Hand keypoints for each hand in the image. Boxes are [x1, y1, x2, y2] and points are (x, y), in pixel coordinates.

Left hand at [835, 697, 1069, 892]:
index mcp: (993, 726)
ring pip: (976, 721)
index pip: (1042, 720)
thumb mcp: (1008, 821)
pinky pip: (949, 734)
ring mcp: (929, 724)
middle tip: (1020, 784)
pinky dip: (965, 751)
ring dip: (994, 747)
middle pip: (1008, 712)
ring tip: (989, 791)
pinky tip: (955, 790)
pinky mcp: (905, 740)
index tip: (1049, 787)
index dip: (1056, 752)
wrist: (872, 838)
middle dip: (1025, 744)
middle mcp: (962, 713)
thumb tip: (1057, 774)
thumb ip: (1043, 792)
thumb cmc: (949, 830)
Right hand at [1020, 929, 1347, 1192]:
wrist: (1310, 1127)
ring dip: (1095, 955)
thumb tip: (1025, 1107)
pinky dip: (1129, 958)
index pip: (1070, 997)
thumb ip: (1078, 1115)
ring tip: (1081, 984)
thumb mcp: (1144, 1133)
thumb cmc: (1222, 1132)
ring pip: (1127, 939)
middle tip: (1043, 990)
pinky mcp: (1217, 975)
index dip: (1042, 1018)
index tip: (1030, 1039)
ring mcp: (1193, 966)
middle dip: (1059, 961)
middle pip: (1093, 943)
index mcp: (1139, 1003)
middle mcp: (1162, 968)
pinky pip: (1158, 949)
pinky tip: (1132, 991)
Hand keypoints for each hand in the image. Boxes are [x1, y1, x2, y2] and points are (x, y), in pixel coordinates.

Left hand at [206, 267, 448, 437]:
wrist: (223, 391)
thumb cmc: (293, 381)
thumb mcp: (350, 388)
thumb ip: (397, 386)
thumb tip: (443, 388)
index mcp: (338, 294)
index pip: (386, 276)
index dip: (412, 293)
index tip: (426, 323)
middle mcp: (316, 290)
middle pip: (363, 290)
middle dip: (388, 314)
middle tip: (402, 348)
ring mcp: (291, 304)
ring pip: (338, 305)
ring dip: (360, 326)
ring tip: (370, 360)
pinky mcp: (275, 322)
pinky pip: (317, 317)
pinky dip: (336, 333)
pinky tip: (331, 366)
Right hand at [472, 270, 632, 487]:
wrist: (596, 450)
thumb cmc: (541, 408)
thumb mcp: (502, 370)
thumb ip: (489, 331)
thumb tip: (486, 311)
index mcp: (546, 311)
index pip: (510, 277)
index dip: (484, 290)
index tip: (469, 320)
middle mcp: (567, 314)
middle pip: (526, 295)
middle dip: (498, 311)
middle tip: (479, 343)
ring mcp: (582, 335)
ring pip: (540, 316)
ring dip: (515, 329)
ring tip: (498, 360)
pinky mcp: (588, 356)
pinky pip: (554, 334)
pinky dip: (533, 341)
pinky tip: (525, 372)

PROBLEM DETAILS.
Using the data above, extract exactly the lines from the one that holds "middle pip: (1008, 712)" to the one that holds "thumb cmc: (949, 830)", both ends included, and no others.

RESPONSE AREA.
middle pip: (1008, 712)
ring tip: (989, 791)
pinky tip: (955, 790)
pinky mcp: (905, 740)
index tip: (1049, 787)
index dip: (1056, 752)
wrist: (872, 838)
middle dip: (1025, 744)
middle mcp: (962, 713)
thumb tip: (1057, 774)
thumb ip: (1043, 792)
thumb cmc: (949, 830)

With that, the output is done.